**TASK GOAL:** For the entries that appear below, write out the exact text and omit the pictures.

**DATA UNDER STUDY:**
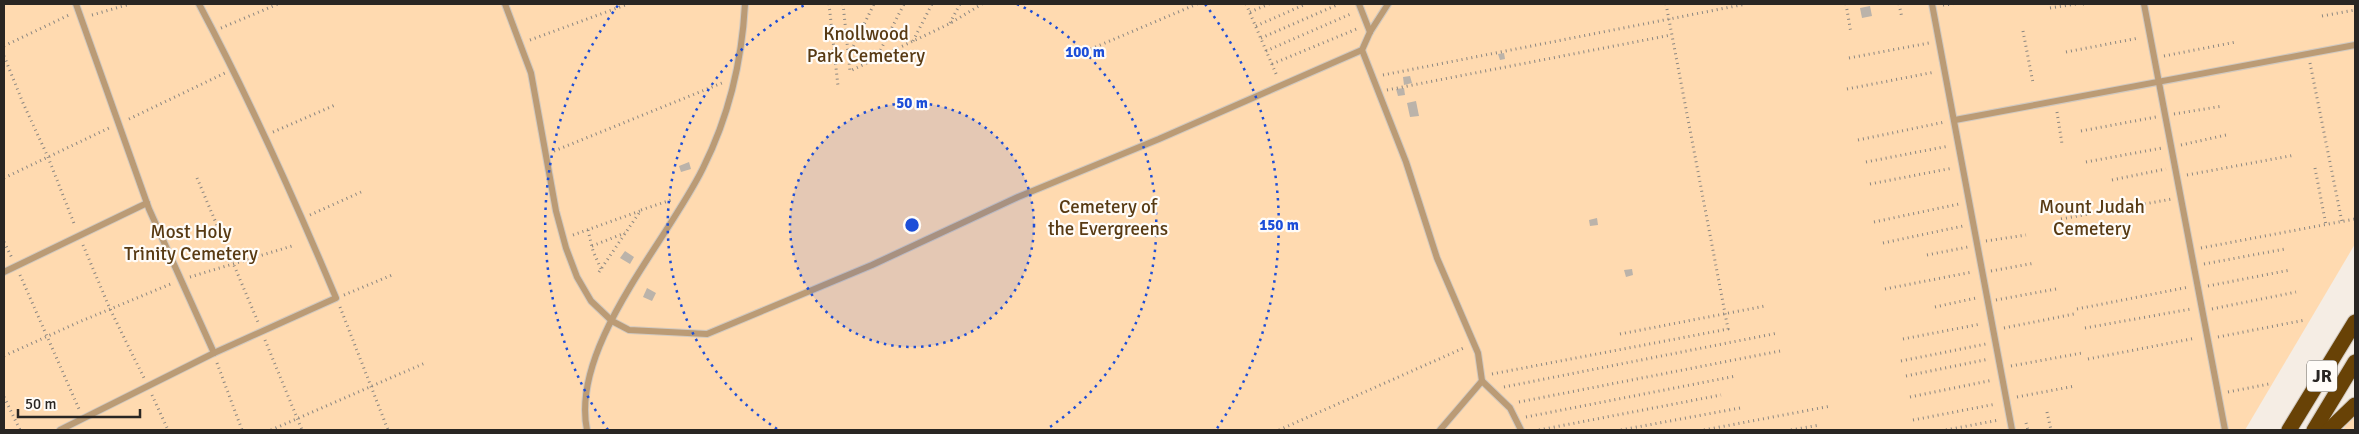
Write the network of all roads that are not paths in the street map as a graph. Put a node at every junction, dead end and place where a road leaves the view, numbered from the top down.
1 (199, 4) edge
2 (505, 4) edge
3 (745, 4) edge
4 (1359, 4) edge
5 (1388, 4) edge
6 (1932, 4) edge
7 (2144, 4) edge
8 (77, 7) edge
9 (1370, 32) junction
10 (2355, 45) edge
11 (1362, 50) junction
12 (2158, 83) junction
13 (1955, 120) junction
14 (147, 203) junction
15 (4, 272) edge
16 (612, 321) junction
17 (2355, 322) edge
18 (214, 353) junction
19 (2355, 362) edge
20 (1482, 378) junction
21 (2355, 405) edge
22 (60, 430) edge
23 (587, 430) edge
24 (1440, 430) edge
25 (1521, 430) edge
26 (2012, 430) edge
27 (2225, 430) edge
28 (2289, 430) edge
29 (2314, 430) edge
30 (2329, 430) edge

1 - 18 lane
2 - 16 lane
3 - 16 lane
4 - 9 lane
5 - 9 lane
6 - 13 lane
7 - 12 lane
8 - 14 lane
9 - 11 lane
10 - 12 lane
11 - 16 lane
11 - 20 lane
12 - 13 lane
12 - 27 lane
13 - 26 lane
14 - 15 lane
14 - 18 lane
16 - 23 lane
17 - 28 highway, JR
18 - 22 lane
19 - 29 highway, JR
20 - 24 lane
20 - 25 lane
21 - 30 highway

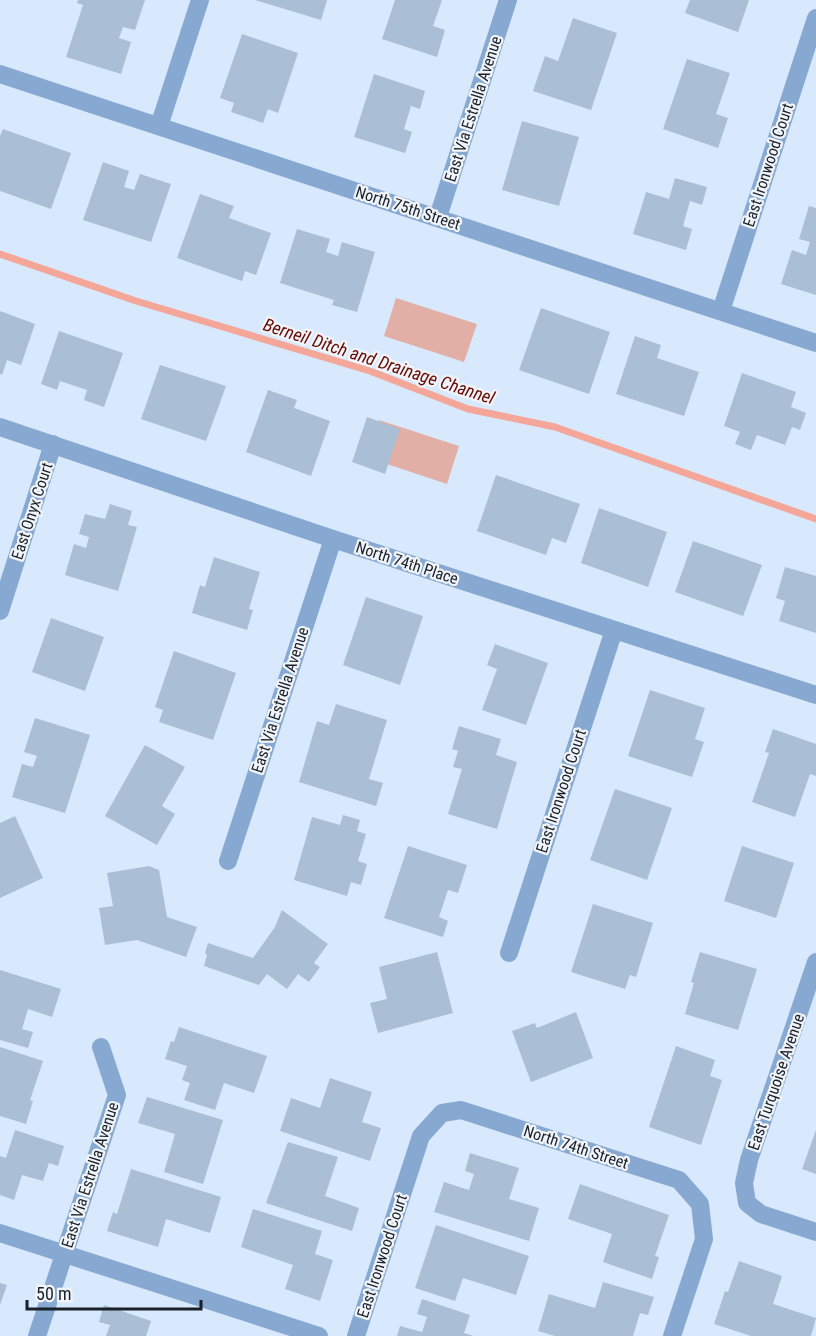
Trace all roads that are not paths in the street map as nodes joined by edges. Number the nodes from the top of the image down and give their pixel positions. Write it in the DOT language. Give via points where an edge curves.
graph roads {
  1 [pos="200,0"];
  2 [pos="508,0"];
  3 [pos="816,18"];
  4 [pos="0,74"];
  5 [pos="159,126"];
  6 [pos="438,218"];
  7 [pos="721,311"];
  8 [pos="816,343"];
  9 [pos="0,427"];
  10 [pos="53,444"];
  11 [pos="333,539"];
  12 [pos="0,611"];
  13 [pos="614,630"];
  14 [pos="816,695"];
  15 [pos="228,861"];
  16 [pos="509,953"];
  17 [pos="816,962"];
  18 [pos="101,1047"];
  19 [pos="442,1113"];
  20 [pos="816,1232"];
  21 [pos="0,1233"];
  22 [pos="64,1253"];
  23 [pos="37,1336"];
  24 [pos="319,1336"];
  25 [pos="356,1336"];
  26 [pos="672,1336"];
  1 -- 5 [label="street"];
  2 -- 6 [label="street, East Via Estrella Avenue"];
  3 -- 7 [label="street, East Ironwood Court"];
  4 -- 5 [label="street, North 75th Street"];
  5 -- 6 [label="street, North 75th Street"];
  6 -- 7 [label="street, North 75th Street"];
  7 -- 8 [label="street, North 75th Street"];
  9 -- 10 [label="street, North 74th Place"];
  10 -- 11 [label="street, North 74th Place"];
  10 -- 12 [label="street, East Onyx Court"];
  11 -- 13 [label="street, North 74th Place"];
  11 -- 15 [label="street, East Via Estrella Avenue"];
  13 -- 14 [label="street, North 74th Place"];
  13 -- 16 [label="street, East Ironwood Court"];
  17 -- 20 [label="street, East Turquoise Avenue" via="744,1183 747,1203 761,1214"];
  18 -- 22 [label="street, East Via Estrella Avenue" via="117,1095"];
  19 -- 25 [label="street, East Ironwood Court" via="421,1136"];
  19 -- 26 [label="street, North 74th Street" via="461,1110 679,1180 700,1204 705,1239"];
  21 -- 22 [label="street"];
  22 -- 23 [label="street, East Via Estrella Avenue"];
  22 -- 24 [label="street"];
}
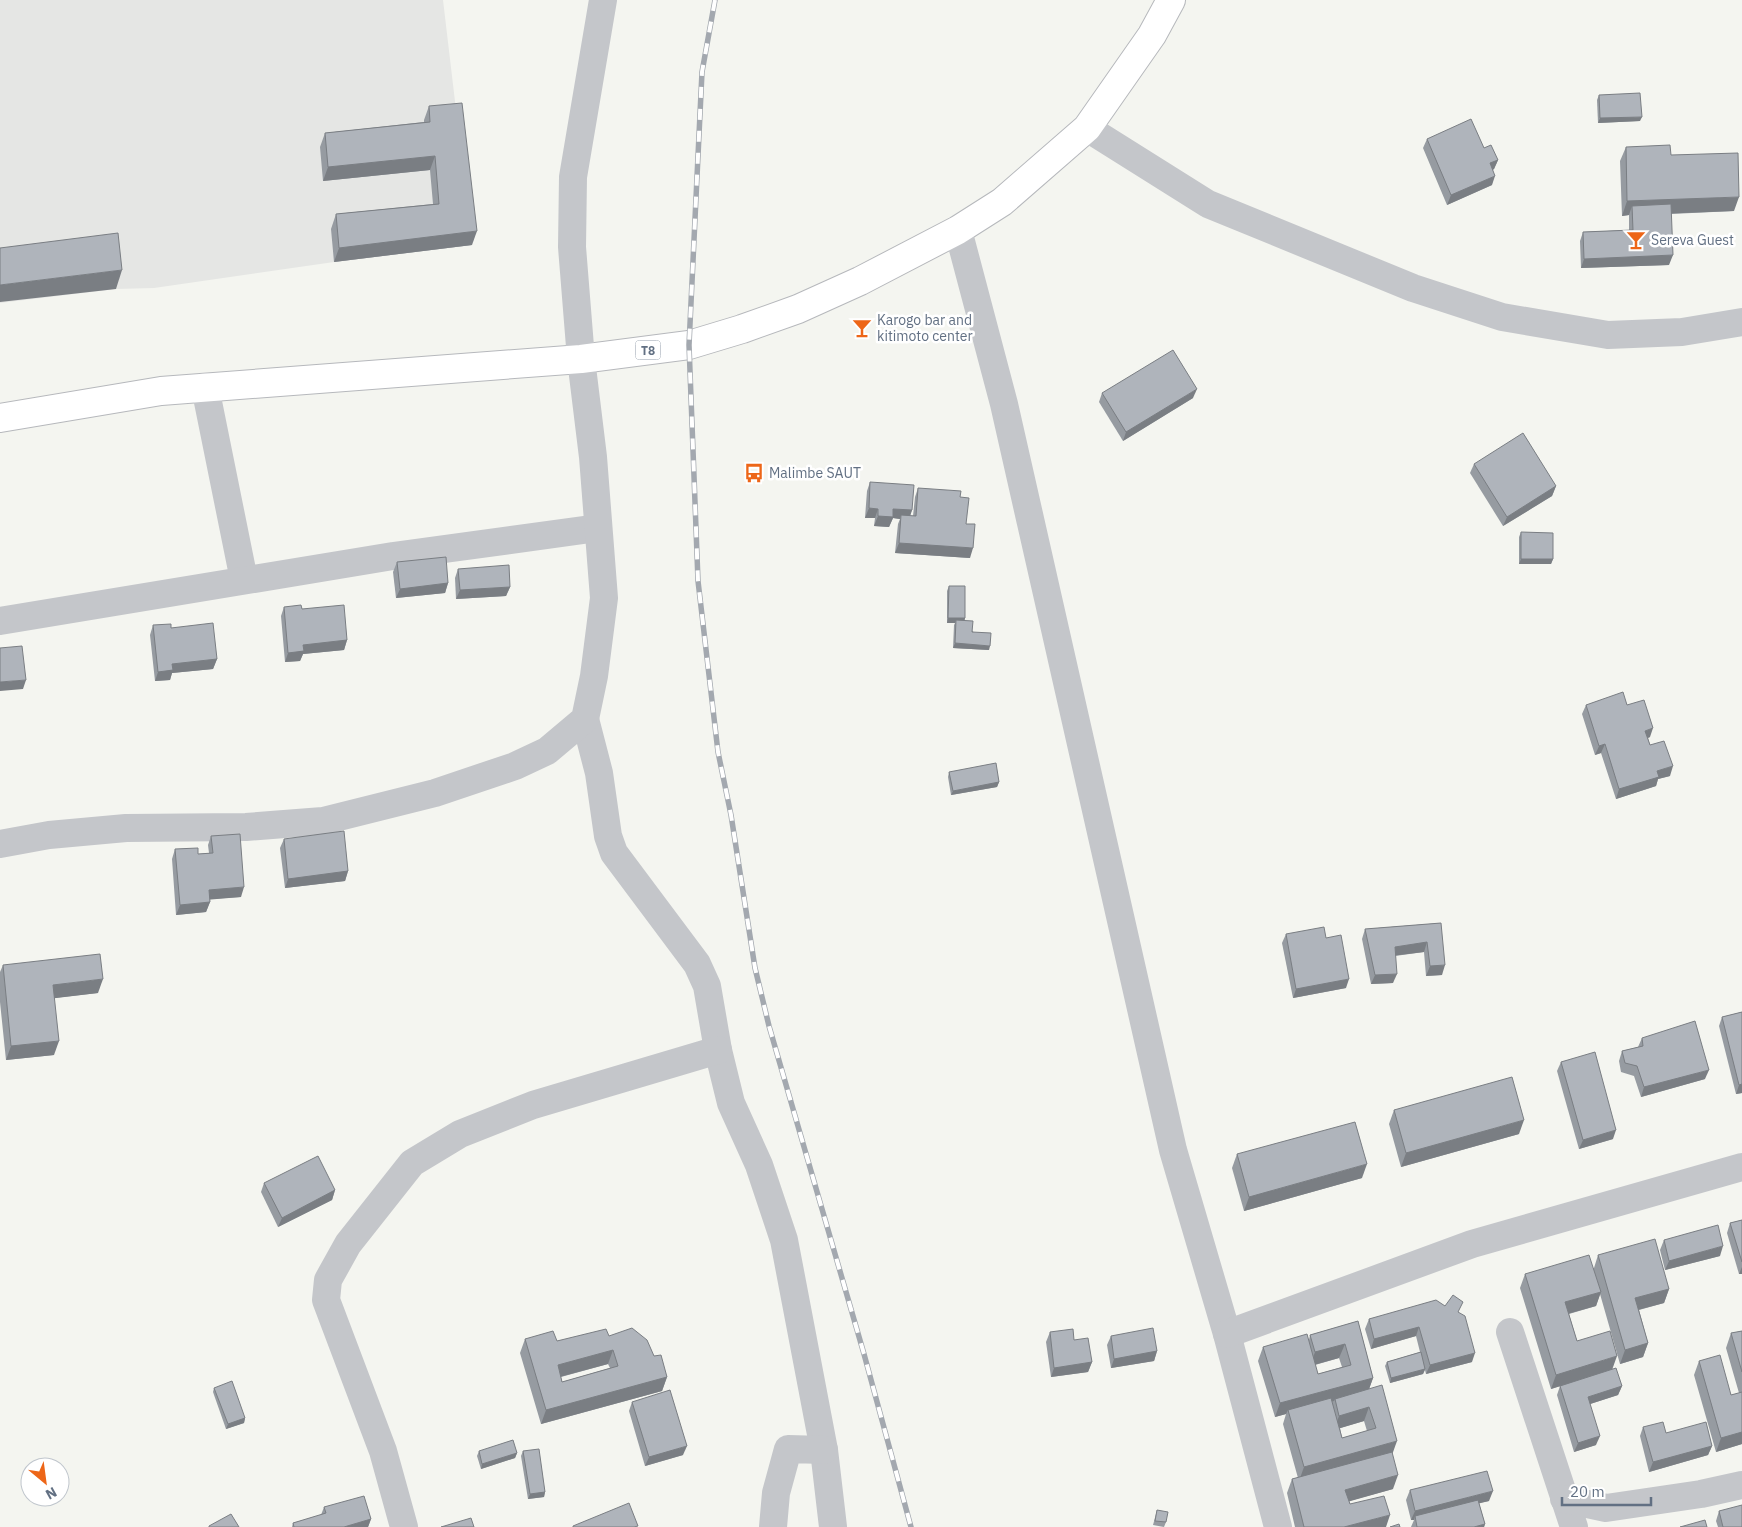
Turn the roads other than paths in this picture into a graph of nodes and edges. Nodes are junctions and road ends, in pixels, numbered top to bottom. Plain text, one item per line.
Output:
1 (603, 0) edge
2 (1171, 0) edge
3 (1087, 128) junction
4 (958, 230) junction
5 (1742, 322) edge
6 (581, 359) junction
7 (205, 387) junction
8 (0, 418) edge
9 (598, 528) junction
10 (244, 580) junction
11 (0, 621) edge
12 (585, 719) junction
13 (0, 844) edge
14 (718, 1050) junction
15 (1742, 1167) edge
16 (1510, 1332) dead end
17 (1227, 1334) junction
18 (824, 1450) junction
19 (1742, 1485) edge
20 (1564, 1499) junction
21 (404, 1527) edge
22 (773, 1527) edge
23 (833, 1527) edge
24 (1278, 1527) edge
25 (1574, 1527) edge

1 - 6 street
2 - 3 highway, T8
3 - 4 highway, T8
3 - 5 street
4 - 6 highway, T8
4 - 17 street
6 - 7 highway, T8
6 - 9 street
7 - 8 highway, T8
7 - 10 street
9 - 10 street
9 - 12 street
10 - 11 street
12 - 13 street
12 - 14 street
14 - 18 street
14 - 21 street
15 - 17 street
16 - 20 street
17 - 24 street
18 - 22 street
18 - 23 street
19 - 20 street
20 - 25 street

**TASK ANSWER:**
Write the network of all roads that are not paths in the street map as a graph. Put a node at every junction, dead end and place where a road leaves the view, numbered from the top down.
1 (199, 4) edge
2 (505, 4) edge
3 (745, 4) edge
4 (1359, 4) edge
5 (1388, 4) edge
6 (1932, 4) edge
7 (2144, 4) edge
8 (77, 7) edge
9 (1370, 32) junction
10 (2355, 45) edge
11 (1362, 50) junction
12 (2158, 83) junction
13 (1955, 120) junction
14 (147, 203) junction
15 (4, 272) edge
16 (612, 321) junction
17 (2355, 322) edge
18 (214, 353) junction
19 (2355, 362) edge
20 (1482, 378) junction
21 (2355, 405) edge
22 (60, 430) edge
23 (587, 430) edge
24 (1440, 430) edge
25 (1521, 430) edge
26 (2012, 430) edge
27 (2225, 430) edge
28 (2289, 430) edge
29 (2314, 430) edge
30 (2329, 430) edge

1 - 18 lane
2 - 16 lane
3 - 16 lane
4 - 9 lane
5 - 9 lane
6 - 13 lane
7 - 12 lane
8 - 14 lane
9 - 11 lane
10 - 12 lane
11 - 16 lane
11 - 20 lane
12 - 13 lane
12 - 27 lane
13 - 26 lane
14 - 15 lane
14 - 18 lane
16 - 23 lane
17 - 28 highway, JR
18 - 22 lane
19 - 29 highway, JR
20 - 24 lane
20 - 25 lane
21 - 30 highway

Trace all roads that are not paths in the street map as nodes joined by edges. Number the nodes from the top of the image down and give their pixel positions. Write it in the DOT language. Give via points where an edge curves.
graph roads {
  1 [pos="200,0"];
  2 [pos="508,0"];
  3 [pos="816,18"];
  4 [pos="0,74"];
  5 [pos="159,126"];
  6 [pos="438,218"];
  7 [pos="721,311"];
  8 [pos="816,343"];
  9 [pos="0,427"];
  10 [pos="53,444"];
  11 [pos="333,539"];
  12 [pos="0,611"];
  13 [pos="614,630"];
  14 [pos="816,695"];
  15 [pos="228,861"];
  16 [pos="509,953"];
  17 [pos="816,962"];
  18 [pos="101,1047"];
  19 [pos="442,1113"];
  20 [pos="816,1232"];
  21 [pos="0,1233"];
  22 [pos="64,1253"];
  23 [pos="37,1336"];
  24 [pos="319,1336"];
  25 [pos="356,1336"];
  26 [pos="672,1336"];
  1 -- 5 [label="street"];
  2 -- 6 [label="street, East Via Estrella Avenue"];
  3 -- 7 [label="street, East Ironwood Court"];
  4 -- 5 [label="street, North 75th Street"];
  5 -- 6 [label="street, North 75th Street"];
  6 -- 7 [label="street, North 75th Street"];
  7 -- 8 [label="street, North 75th Street"];
  9 -- 10 [label="street, North 74th Place"];
  10 -- 11 [label="street, North 74th Place"];
  10 -- 12 [label="street, East Onyx Court"];
  11 -- 13 [label="street, North 74th Place"];
  11 -- 15 [label="street, East Via Estrella Avenue"];
  13 -- 14 [label="street, North 74th Place"];
  13 -- 16 [label="street, East Ironwood Court"];
  17 -- 20 [label="street, East Turquoise Avenue" via="744,1183 747,1203 761,1214"];
  18 -- 22 [label="street, East Via Estrella Avenue" via="117,1095"];
  19 -- 25 [label="street, East Ironwood Court" via="421,1136"];
  19 -- 26 [label="street, North 74th Street" via="461,1110 679,1180 700,1204 705,1239"];
  21 -- 22 [label="street"];
  22 -- 23 [label="street, East Via Estrella Avenue"];
  22 -- 24 [label="street"];
}
Turn the roads other than paths in this picture into a graph of nodes and edges. Nodes are junctions and road ends, in pixels, numbered top to bottom. Plain text, one item per line.
Output:
1 (603, 0) edge
2 (1171, 0) edge
3 (1087, 128) junction
4 (958, 230) junction
5 (1742, 322) edge
6 (581, 359) junction
7 (205, 387) junction
8 (0, 418) edge
9 (598, 528) junction
10 (244, 580) junction
11 (0, 621) edge
12 (585, 719) junction
13 (0, 844) edge
14 (718, 1050) junction
15 (1742, 1167) edge
16 (1510, 1332) dead end
17 (1227, 1334) junction
18 (824, 1450) junction
19 (1742, 1485) edge
20 (1564, 1499) junction
21 (404, 1527) edge
22 (773, 1527) edge
23 (833, 1527) edge
24 (1278, 1527) edge
25 (1574, 1527) edge

1 - 6 street
2 - 3 highway, T8
3 - 4 highway, T8
3 - 5 street
4 - 6 highway, T8
4 - 17 street
6 - 7 highway, T8
6 - 9 street
7 - 8 highway, T8
7 - 10 street
9 - 10 street
9 - 12 street
10 - 11 street
12 - 13 street
12 - 14 street
14 - 18 street
14 - 21 street
15 - 17 street
16 - 20 street
17 - 24 street
18 - 22 street
18 - 23 street
19 - 20 street
20 - 25 street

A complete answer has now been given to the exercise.